WHAT THE TASK ASKS ->
The answer must consist only of the lines from the line with "index dip: (182, 153)" to the line with "middle mcp: (281, 180)", both included, exactly as they stand below.

· · · ·

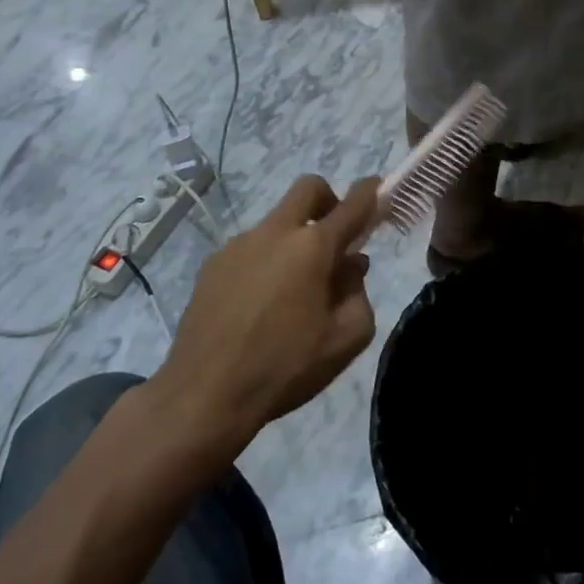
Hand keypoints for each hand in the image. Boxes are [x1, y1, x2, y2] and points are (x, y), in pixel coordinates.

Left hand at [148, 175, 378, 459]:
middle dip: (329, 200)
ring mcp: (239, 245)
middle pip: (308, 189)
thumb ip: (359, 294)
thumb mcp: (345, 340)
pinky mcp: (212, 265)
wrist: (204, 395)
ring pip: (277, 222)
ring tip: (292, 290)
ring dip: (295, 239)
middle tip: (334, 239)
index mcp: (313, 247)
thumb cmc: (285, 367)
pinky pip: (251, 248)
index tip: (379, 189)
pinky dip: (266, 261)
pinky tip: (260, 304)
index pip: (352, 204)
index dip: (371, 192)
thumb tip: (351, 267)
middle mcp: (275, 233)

· · · ·

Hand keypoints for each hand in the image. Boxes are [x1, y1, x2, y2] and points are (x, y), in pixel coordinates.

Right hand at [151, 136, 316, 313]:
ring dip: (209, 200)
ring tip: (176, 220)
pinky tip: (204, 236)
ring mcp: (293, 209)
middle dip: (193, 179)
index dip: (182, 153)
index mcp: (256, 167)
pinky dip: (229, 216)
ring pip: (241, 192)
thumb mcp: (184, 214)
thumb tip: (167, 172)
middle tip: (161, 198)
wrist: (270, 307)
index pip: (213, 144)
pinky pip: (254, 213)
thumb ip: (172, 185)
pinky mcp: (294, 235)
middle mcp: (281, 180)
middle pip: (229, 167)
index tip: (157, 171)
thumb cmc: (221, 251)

· · · ·

ANSWER TO THIS EXERCISE ->
index dip: (182, 153)
index mcp: (256, 167)
pinky dip: (229, 216)
ring pip: (241, 192)
thumb mcp: (184, 214)
thumb tip: (167, 172)
middle tip: (161, 198)
wrist: (270, 307)
index pip: (213, 144)
pinky pip: (254, 213)
thumb ip: (172, 185)
pinky mcp: (294, 235)
middle mcp: (281, 180)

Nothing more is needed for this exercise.